• YOUR INSTRUCTIONS:
Read through the listing, and wherever a line holds the word "them", return it.

• TASK MATERIAL:

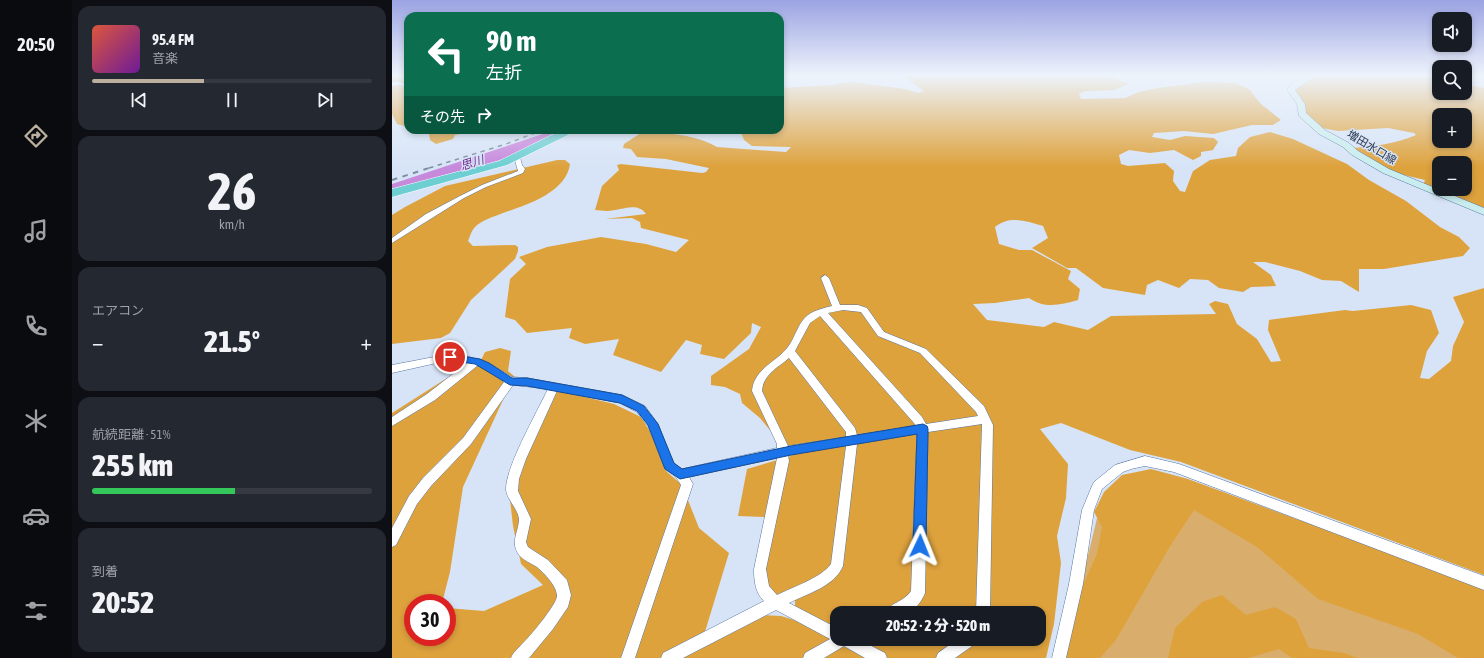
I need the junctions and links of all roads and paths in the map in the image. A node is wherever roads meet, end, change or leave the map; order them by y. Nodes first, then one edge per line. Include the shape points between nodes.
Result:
1 (1301, 106) edge
2 (562, 134) edge
3 (517, 157) junction
4 (392, 193) edge
5 (1484, 212) edge
6 (392, 241) edge
7 (825, 278) dead end
8 (837, 308) junction
9 (822, 312) junction
10 (790, 352) junction
11 (476, 361) junction
12 (392, 369) edge
13 (510, 381) junction
14 (554, 387) junction
15 (985, 419) junction
16 (392, 422) edge
17 (923, 429) junction
18 (852, 440) junction
19 (783, 452) junction
20 (680, 474) junction
21 (392, 541) edge
22 (1484, 583) edge
23 (778, 603) junction
24 (905, 606) edge
25 (983, 606) edge
26 (830, 631) edge
27 (831, 646) edge
28 (857, 646) edge
29 (960, 646) edge
30 (518, 658) edge
31 (628, 658) edge
32 (668, 658) edge
33 (810, 658) edge
34 (880, 658) edge
35 (943, 658) edge
36 (1059, 658) edge

1 - 5 main road, 増田水口線 via 1302,114 1322,132 1386,171
2 - 3 highway
3 - 4 highway
3 - 6 street via 521,172 467,195
7 - 8 street
8 - 9 street
8 - 15 street via 860,308 881,334 923,350 980,409
9 - 10 street via 807,321
9 - 17 street via 918,420
10 - 18 street via 851,431
10 - 19 street via 759,379 757,385 757,391 782,444
11 - 12 street via 450,357
11 - 13 street
11 - 16 street via 426,401
13 - 14 street
13 - 21 street via 467,441 413,500
14 - 20 street via 622,399 641,409 653,424 669,466
14 - 30 street via 520,459 512,479 512,491 525,519 520,542 524,551 543,564 562,585 564,595 563,602 548,624
15 - 17 street
15 - 25 street via 989,436
17 - 18 street
17 - 24 street via 918,593 912,602
18 - 19 street
18 - 23 street via 837,566 822,582 802,589
19 - 20 street
19 - 23 street via 782,468 760,569 760,581 766,593
20 - 31 street via 687,484
22 - 36 street via 1175,467 1145,461 1119,468 1098,486 1088,510 1076,584
23 - 26 street
23 - 32 street
27 - 33 street
28 - 34 street
29 - 35 street

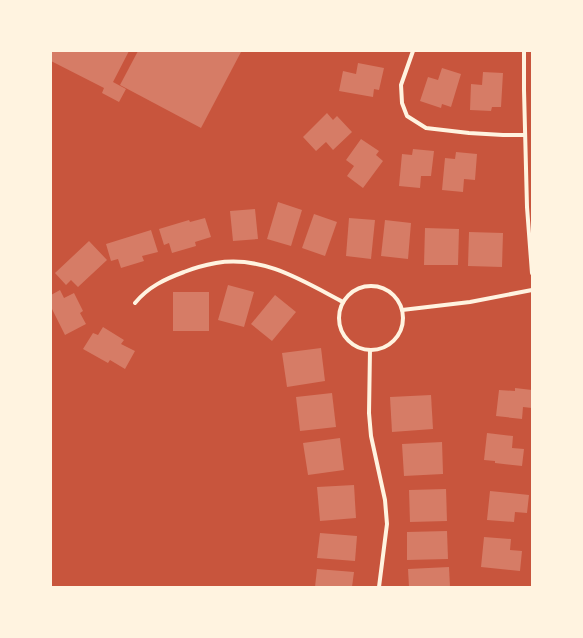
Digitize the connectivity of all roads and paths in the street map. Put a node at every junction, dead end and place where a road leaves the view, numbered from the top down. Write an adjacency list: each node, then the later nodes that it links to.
1 (413, 51): 3 (street)
2 (524, 51): 3 (street)
3 (525, 135): 4 (street)
4 (532, 274)
5 (532, 290): 8 (street)
6 (343, 302): 7 (street); 8 (street); 9 (street)
7 (135, 303)
8 (402, 310): 9 (street)
9 (370, 350): 10 (street)
10 (379, 587)

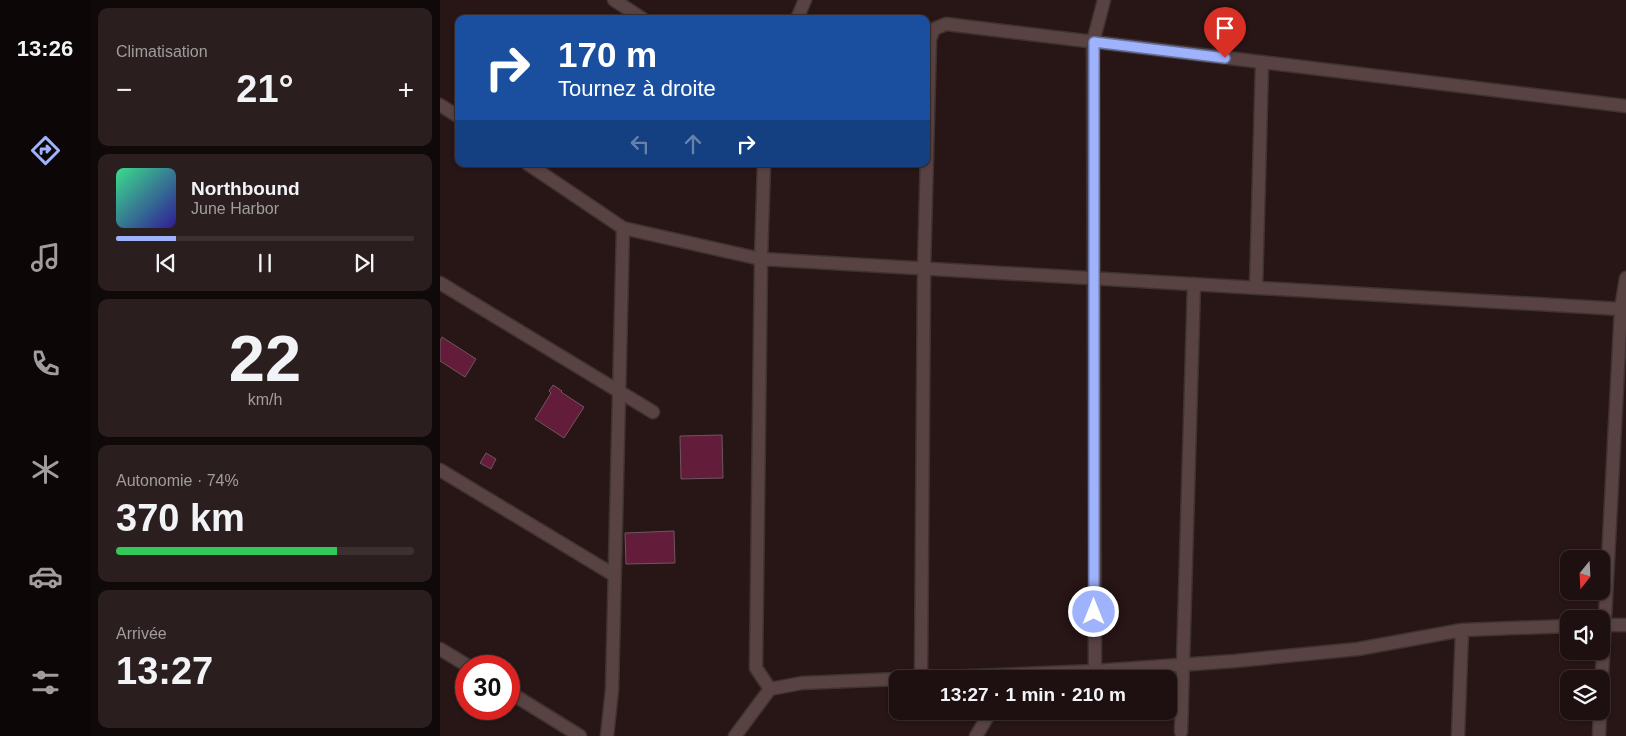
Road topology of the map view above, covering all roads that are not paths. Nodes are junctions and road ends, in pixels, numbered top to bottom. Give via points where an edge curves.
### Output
1 (614, 0) edge
2 (805, 0) edge
3 (1104, 0) edge
4 (637, 15) edge
5 (799, 15) edge
6 (930, 39) edge
7 (1094, 42) junction
8 (1262, 62) junction
9 (440, 105) edge
10 (1626, 106) edge
11 (455, 114) edge
12 (532, 167) edge
13 (764, 167) edge
14 (927, 167) edge
15 (624, 228) junction
16 (761, 260) junction
17 (924, 269) junction
18 (1093, 278) junction
19 (1626, 278) edge
20 (440, 283) edge
21 (1194, 284) junction
22 (1256, 288) junction
23 (1621, 309) junction
24 (620, 391) junction
25 (653, 412) dead end
26 (440, 470) edge
27 (614, 575) junction
28 (1604, 610) edge
29 (1610, 625) edge
30 (1626, 625) edge
31 (1560, 626) edge
32 (1462, 630) junction
33 (440, 649) edge
34 (455, 658) edge
35 (1184, 665) junction
36 (921, 670) edge
37 (1094, 670) edge
38 (1109, 670) edge
39 (889, 679) edge
40 (770, 689) junction
41 (520, 699) edge
42 (986, 720) edge
43 (1600, 720) edge
44 (1181, 732) dead end
45 (580, 736) edge
46 (607, 736) edge
47 (735, 736) edge
48 (976, 736) edge
49 (1458, 736) edge
50 (1599, 736) edge

1 - 4 street
2 - 5 street
3 - 7 street
6 - 7 street via 934,29 946,24
7 - 8 street
7 - 18 street
8 - 10 street
8 - 22 street
9 - 11 street
12 - 15 street
13 - 16 street
14 - 17 street
15 - 16 street
15 - 24 street
16 - 17 street
16 - 40 street via 756,668
17 - 18 street
17 - 36 street
18 - 21 street
18 - 37 street
19 - 23 street
20 - 24 street
21 - 22 street
21 - 35 street
22 - 23 street
23 - 28 street
24 - 25 street
24 - 27 street
26 - 27 street
27 - 46 street via 612,690
29 - 30 street
31 - 32 street
32 - 35 street via 1358,649
32 - 49 street
33 - 34 street
35 - 38 street
35 - 44 street
39 - 40 street via 802,683
40 - 47 street
41 - 45 street
42 - 48 street
43 - 50 street

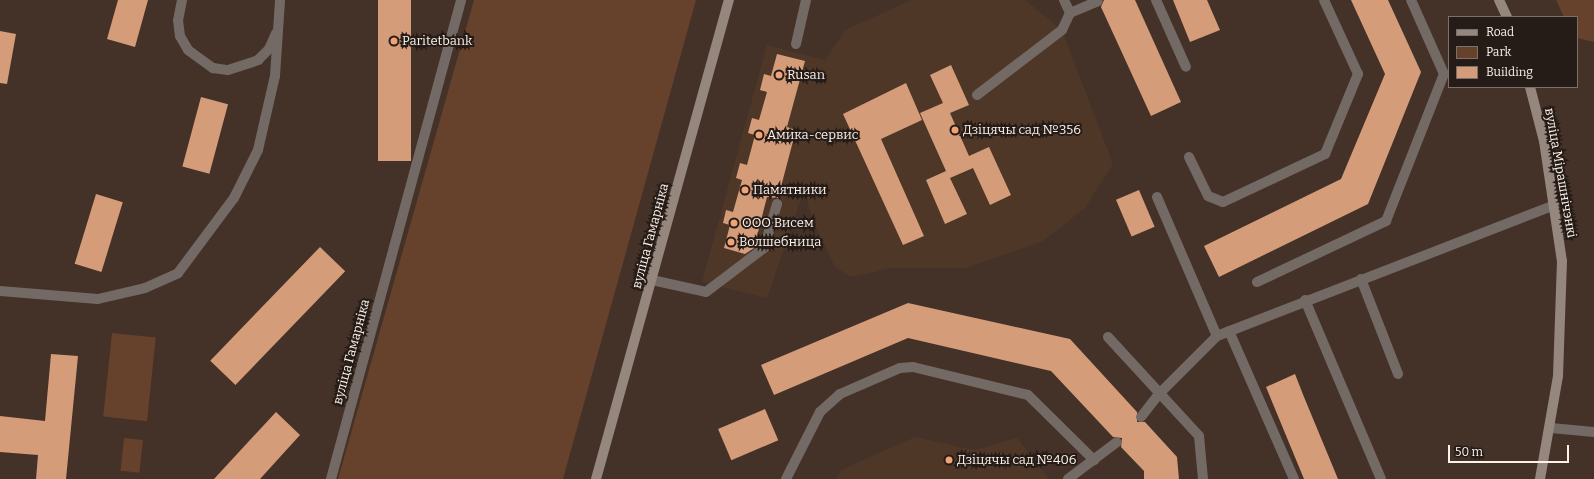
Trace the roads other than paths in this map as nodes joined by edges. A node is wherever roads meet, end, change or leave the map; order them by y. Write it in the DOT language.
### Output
graph roads {
  1 [pos="182,0"];
  2 [pos="274,0"];
  3 [pos="280,0"];
  4 [pos="461,0"];
  5 [pos="729,0"];
  6 [pos="806,0"];
  7 [pos="1064,0"];
  8 [pos="1156,0"];
  9 [pos="1324,0"];
  10 [pos="1411,0"];
  11 [pos="1499,0"];
  12 [pos="1098,1"];
  13 [pos="1070,13"];
  14 [pos="1507,16"];
  15 [pos="280,20"];
  16 [pos="796,44"];
  17 [pos="1186,67"];
  18 [pos="1530,88"];
  19 [pos="977,95"];
  20 [pos="1189,157"];
  21 [pos="1157,197"];
  22 [pos="777,204"];
  23 [pos="1555,205"];
  24 [pos="1361,279"];
  25 [pos="652,280"];
  26 [pos="1257,282"];
  27 [pos="0,291"];
  28 [pos="1305,300"];
  29 [pos="1229,331"];
  30 [pos="1217,336"];
  31 [pos="1108,337"];
  32 [pos="1398,374"];
  33 [pos="1158,394"];
  34 [pos="1141,417"];
  35 [pos="1551,428"];
  36 [pos="1594,432"];
  37 [pos="1117,442"];
  38 [pos="1094,460"];
  39 [pos="331,479"];
  40 [pos="596,479"];
  41 [pos="786,479"];
  42 [pos="1068,479"];
  43 [pos="1203,479"];
  44 [pos="1294,479"];
  45 [pos="1381,479"];
  46 [pos="1540,479"];
  1 -- 15 [label="street"];
  2 -- 15 [label="street"];
  3 -- 15 [label="street"];
  4 -- 39 [label="street, вуліца Гамарніка"];
  5 -- 25 [label="main road, вуліца Гамарніка"];
  6 -- 16 [label="street"];
  7 -- 13 [label="street"];
  8 -- 17 [label="street"];
  9 -- 20 [label="street"];
  10 -- 26 [label="street"];
  11 -- 14 [label="main road"];
  12 -- 13 [label="street"];
  13 -- 19 [label="street"];
  15 -- 27 [label="street"];
  18 -- 23 [label="main road, вуліца Мірашнічэнкі"];
  21 -- 30 [label="street"];
  22 -- 25 [label="street"];
  23 -- 24 [label="street"];
  23 -- 35 [label="main road, вуліца Мірашнічэнкі"];
  24 -- 28 [label="street"];
  24 -- 32 [label="street"];
  25 -- 40 [label="main road, вуліца Гамарніка"];
  28 -- 29 [label="street"];
  28 -- 45 [label="street"];
  29 -- 30 [label="street"];
  29 -- 44 [label="street"];
  30 -- 33 [label="street"];
  31 -- 33 [label="street"];
  33 -- 34 [label="street"];
  33 -- 43 [label="street"];
  35 -- 36 [label="street"];
  35 -- 46 [label="main road, вуліца Мірашнічэнкі"];
  37 -- 38 [label="street"];
  38 -- 41 [label="street"];
  38 -- 42 [label="street"];
}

• RESULT FOR THIS TASK:
I need the junctions and links of all roads and paths in the map in the image. A node is wherever roads meet, end, change or leave the map; order them by y. Nodes first, then one edge per line. Include the shape points between nodes.
Trace the roads other than paths in this map as nodes joined by edges. A node is wherever roads meet, end, change or leave the map; order them by y. Write it in the DOT language.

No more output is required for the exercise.